EXERCISE:
Only the lines that hold the word "paths" are wanted from this listing.

....................

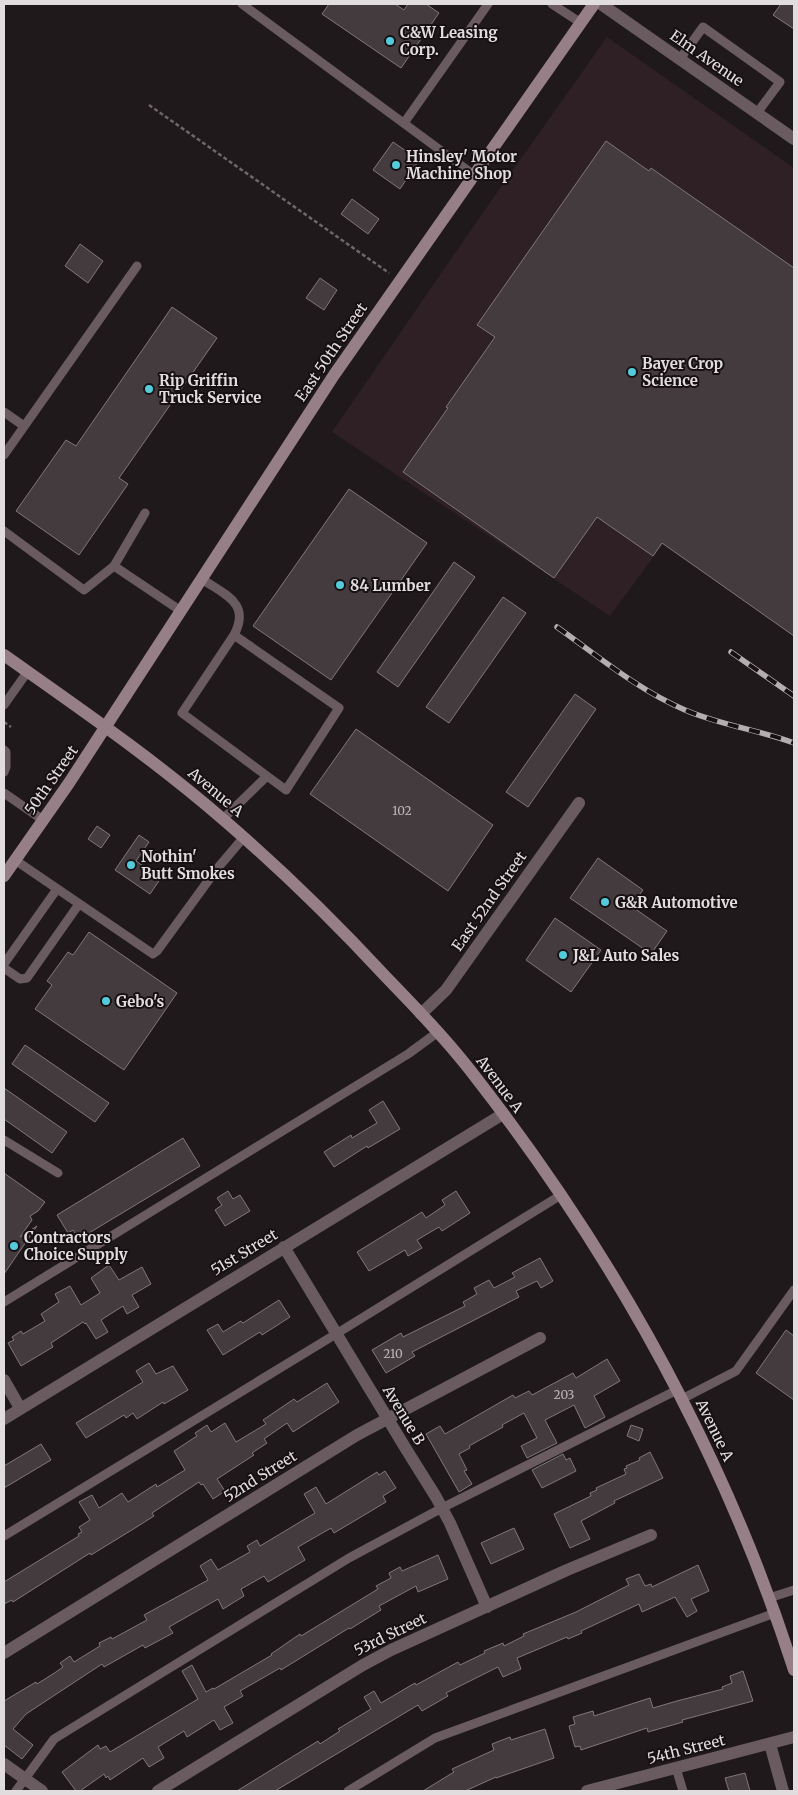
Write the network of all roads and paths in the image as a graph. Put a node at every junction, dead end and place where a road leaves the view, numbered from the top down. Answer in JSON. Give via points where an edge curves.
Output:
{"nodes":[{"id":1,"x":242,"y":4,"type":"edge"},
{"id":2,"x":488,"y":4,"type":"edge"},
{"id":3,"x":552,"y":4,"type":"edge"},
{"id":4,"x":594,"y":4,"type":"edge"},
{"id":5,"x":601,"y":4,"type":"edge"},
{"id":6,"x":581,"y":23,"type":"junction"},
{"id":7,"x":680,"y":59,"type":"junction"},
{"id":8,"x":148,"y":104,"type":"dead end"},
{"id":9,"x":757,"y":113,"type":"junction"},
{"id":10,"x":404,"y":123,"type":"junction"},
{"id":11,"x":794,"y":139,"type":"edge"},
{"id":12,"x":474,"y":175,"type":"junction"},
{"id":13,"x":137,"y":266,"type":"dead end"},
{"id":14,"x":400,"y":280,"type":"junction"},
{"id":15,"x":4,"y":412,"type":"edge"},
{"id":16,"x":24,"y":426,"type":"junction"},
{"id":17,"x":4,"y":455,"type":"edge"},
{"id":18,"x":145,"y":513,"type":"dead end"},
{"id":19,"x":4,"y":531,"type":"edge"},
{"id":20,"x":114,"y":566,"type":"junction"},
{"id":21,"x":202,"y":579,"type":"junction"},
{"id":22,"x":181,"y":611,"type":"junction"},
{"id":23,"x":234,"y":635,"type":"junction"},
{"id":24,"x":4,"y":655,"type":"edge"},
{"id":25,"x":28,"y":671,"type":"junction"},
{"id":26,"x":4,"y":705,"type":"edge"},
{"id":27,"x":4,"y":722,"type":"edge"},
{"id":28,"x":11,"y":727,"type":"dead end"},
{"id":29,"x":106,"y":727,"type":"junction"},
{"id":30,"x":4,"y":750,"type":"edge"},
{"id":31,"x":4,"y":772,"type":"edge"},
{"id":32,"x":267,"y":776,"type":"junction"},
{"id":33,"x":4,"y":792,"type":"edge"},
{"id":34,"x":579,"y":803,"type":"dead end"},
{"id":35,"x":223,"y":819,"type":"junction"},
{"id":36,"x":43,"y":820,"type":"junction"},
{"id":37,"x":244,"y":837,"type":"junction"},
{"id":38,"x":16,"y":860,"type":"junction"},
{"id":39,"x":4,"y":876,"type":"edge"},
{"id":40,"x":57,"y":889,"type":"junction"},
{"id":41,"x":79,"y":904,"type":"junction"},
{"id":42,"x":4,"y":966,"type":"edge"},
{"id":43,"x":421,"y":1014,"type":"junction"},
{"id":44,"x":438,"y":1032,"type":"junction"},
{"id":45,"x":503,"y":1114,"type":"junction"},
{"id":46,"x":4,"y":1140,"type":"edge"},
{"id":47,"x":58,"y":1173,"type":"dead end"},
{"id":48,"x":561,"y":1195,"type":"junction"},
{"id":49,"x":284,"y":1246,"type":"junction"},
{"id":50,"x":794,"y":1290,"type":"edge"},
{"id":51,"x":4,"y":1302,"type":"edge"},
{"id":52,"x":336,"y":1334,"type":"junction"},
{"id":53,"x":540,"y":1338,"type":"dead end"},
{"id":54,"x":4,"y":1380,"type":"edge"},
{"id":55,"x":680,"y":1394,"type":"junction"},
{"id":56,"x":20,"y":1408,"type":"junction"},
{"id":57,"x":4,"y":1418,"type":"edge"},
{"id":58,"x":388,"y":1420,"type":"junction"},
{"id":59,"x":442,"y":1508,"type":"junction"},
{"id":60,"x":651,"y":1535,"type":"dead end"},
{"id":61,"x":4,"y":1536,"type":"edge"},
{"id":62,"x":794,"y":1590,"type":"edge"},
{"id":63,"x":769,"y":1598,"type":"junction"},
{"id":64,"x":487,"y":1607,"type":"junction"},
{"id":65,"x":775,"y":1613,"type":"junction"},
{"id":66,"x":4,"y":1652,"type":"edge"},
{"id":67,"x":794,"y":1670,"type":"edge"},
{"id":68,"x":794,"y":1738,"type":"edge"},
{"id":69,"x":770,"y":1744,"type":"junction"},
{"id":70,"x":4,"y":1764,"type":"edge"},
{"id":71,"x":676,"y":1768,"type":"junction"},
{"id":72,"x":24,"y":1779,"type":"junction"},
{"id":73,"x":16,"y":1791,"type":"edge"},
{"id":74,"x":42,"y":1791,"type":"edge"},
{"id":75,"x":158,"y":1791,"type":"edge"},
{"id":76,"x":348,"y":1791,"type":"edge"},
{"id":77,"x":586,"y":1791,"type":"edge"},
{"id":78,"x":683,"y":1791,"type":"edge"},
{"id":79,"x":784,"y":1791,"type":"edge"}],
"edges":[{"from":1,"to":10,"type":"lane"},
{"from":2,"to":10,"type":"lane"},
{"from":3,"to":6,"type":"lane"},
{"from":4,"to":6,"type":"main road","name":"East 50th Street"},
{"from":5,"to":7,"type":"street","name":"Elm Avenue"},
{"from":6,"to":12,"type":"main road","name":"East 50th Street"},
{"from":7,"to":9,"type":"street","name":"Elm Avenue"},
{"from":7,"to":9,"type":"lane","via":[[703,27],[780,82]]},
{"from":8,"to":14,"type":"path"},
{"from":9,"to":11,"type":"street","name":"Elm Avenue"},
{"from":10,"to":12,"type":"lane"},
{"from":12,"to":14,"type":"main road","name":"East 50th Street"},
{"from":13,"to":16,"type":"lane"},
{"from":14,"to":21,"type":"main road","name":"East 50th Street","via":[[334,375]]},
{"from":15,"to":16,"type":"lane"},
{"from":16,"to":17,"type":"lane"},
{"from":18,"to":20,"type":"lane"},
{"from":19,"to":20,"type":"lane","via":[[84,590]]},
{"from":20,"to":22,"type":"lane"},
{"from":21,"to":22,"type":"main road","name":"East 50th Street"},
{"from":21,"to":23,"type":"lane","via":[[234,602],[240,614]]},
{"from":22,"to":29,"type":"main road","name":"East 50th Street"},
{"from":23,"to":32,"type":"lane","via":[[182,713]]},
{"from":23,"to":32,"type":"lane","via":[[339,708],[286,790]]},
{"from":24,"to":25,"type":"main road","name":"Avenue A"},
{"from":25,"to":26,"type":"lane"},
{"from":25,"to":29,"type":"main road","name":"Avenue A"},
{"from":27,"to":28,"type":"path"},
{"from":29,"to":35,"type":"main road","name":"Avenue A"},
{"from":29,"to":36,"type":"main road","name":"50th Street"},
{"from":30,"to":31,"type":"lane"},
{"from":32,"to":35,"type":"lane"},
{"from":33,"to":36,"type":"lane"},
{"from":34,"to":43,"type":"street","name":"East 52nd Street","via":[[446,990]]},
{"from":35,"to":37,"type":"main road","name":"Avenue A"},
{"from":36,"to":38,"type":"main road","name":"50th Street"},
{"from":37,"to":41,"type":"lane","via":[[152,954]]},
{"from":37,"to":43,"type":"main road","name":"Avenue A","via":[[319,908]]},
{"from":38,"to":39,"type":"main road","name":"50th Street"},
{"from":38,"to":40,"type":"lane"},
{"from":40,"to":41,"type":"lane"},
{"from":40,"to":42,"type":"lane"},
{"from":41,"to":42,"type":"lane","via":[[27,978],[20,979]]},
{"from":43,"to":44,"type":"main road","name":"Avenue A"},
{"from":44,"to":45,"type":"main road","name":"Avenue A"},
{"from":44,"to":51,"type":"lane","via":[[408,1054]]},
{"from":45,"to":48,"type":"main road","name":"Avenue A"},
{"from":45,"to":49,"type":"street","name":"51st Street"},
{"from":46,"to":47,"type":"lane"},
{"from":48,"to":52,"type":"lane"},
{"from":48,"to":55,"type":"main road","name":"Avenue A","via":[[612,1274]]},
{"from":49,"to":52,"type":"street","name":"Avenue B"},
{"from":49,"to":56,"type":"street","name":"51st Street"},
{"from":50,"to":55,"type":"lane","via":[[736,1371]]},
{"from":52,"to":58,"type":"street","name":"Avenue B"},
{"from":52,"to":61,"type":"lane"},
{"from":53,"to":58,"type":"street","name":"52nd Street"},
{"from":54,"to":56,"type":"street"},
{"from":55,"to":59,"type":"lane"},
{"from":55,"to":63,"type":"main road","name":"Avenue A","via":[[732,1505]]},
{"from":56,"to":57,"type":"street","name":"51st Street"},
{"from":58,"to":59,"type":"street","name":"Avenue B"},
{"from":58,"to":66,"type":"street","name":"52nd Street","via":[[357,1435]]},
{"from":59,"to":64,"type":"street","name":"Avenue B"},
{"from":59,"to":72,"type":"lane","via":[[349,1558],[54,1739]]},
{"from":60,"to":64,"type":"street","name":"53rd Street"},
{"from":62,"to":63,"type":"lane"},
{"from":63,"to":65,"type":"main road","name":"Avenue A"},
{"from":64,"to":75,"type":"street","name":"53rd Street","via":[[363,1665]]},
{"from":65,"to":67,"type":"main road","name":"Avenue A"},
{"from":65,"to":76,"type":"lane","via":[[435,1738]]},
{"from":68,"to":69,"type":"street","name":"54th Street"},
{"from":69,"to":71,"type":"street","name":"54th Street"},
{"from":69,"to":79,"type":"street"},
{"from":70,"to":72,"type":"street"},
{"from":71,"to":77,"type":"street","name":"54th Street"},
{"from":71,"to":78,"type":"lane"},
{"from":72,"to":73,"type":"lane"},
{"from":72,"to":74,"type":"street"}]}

....................

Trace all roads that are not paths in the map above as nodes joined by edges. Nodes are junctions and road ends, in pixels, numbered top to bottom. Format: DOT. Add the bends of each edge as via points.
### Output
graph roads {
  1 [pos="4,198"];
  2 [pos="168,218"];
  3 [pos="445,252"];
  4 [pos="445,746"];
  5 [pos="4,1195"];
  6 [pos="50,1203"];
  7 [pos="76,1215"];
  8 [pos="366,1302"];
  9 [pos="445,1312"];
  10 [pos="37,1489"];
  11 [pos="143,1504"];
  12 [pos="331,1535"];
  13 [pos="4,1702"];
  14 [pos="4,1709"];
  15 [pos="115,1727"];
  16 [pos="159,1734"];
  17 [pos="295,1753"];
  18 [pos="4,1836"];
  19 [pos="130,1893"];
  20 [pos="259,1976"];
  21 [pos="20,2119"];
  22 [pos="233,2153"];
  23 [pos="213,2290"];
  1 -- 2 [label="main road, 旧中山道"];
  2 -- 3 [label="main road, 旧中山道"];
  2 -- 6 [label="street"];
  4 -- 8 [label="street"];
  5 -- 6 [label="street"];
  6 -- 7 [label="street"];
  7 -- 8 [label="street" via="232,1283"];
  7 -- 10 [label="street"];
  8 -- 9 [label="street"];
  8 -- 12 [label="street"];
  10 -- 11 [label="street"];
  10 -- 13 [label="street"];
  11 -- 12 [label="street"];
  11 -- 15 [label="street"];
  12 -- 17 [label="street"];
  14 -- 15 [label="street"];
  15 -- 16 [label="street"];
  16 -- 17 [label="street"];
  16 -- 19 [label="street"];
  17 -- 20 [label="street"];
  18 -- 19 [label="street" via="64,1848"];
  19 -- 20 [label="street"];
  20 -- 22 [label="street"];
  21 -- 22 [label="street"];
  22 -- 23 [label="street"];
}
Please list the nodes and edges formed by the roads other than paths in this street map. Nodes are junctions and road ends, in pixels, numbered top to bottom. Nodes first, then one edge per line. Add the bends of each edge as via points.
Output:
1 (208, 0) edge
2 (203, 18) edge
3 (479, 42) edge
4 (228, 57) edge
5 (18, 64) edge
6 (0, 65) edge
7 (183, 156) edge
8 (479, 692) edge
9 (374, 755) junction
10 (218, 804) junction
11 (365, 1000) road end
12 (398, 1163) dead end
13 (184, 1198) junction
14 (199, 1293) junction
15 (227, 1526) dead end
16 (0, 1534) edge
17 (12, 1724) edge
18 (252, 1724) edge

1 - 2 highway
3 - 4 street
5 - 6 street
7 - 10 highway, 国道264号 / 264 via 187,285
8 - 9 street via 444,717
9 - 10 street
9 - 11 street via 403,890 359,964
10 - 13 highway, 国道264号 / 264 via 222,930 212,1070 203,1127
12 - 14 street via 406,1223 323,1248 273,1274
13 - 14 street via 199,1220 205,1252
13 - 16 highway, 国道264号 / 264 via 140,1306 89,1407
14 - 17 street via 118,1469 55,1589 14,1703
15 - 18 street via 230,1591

....................

ANSWER SECTION:
Write the network of all roads and paths in the image as a graph. Put a node at every junction, dead end and place where a road leaves the view, numbered from the top down. Answer in JSON. Give via points where an edge curves.
Trace all roads that are not paths in the map above as nodes joined by edges. Nodes are junctions and road ends, in pixels, numbered top to bottom. Format: DOT. Add the bends of each edge as via points.
Please list the nodes and edges formed by the roads other than paths in this street map. Nodes are junctions and road ends, in pixels, numbered top to bottom. Nodes first, then one edge per line. Add the bends of each edge as via points.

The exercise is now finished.